Take each line of the data that contains the string "dead" and copy it.

(EXCERPTED RECORDS begins)

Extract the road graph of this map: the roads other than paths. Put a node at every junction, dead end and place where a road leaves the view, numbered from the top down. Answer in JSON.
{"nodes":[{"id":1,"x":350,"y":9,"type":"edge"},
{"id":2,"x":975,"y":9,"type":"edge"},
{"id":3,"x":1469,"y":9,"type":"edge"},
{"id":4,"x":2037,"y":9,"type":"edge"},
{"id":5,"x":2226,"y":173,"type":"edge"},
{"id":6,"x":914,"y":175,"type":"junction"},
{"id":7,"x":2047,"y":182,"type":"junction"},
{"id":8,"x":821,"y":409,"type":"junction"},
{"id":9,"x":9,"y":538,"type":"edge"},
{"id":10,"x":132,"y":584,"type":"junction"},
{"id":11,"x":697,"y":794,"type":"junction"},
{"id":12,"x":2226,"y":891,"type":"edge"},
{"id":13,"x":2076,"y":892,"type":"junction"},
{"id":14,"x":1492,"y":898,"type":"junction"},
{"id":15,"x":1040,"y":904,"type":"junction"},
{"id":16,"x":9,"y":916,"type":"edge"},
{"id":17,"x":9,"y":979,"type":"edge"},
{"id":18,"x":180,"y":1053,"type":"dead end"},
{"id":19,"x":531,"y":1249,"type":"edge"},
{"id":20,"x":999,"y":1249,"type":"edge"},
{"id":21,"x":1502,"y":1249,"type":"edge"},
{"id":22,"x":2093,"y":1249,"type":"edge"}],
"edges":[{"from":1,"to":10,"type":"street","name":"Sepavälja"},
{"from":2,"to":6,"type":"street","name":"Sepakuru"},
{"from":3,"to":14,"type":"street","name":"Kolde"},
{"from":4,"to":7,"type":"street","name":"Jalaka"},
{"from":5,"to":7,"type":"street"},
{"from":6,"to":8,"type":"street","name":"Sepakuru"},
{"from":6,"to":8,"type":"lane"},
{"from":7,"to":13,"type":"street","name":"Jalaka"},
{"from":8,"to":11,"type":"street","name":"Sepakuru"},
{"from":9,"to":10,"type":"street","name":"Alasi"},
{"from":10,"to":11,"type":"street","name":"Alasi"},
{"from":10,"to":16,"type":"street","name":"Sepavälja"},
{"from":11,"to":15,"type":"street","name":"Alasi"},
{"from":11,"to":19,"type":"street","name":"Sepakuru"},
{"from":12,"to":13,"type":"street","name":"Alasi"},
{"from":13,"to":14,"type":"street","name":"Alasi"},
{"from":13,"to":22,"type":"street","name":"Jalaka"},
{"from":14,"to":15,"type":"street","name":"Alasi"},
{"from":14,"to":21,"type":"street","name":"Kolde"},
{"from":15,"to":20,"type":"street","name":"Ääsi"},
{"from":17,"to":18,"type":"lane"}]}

(EXCERPTED RECORDS ends)

## EXERCISE RESPONSE
Extract the road graph of this map: the roads other than paths. Put a node at every junction, dead end and place where a road leaves the view, numbered from the top down. Answer in JSON.
{"id":18,"x":180,"y":1053,"type":"dead end"},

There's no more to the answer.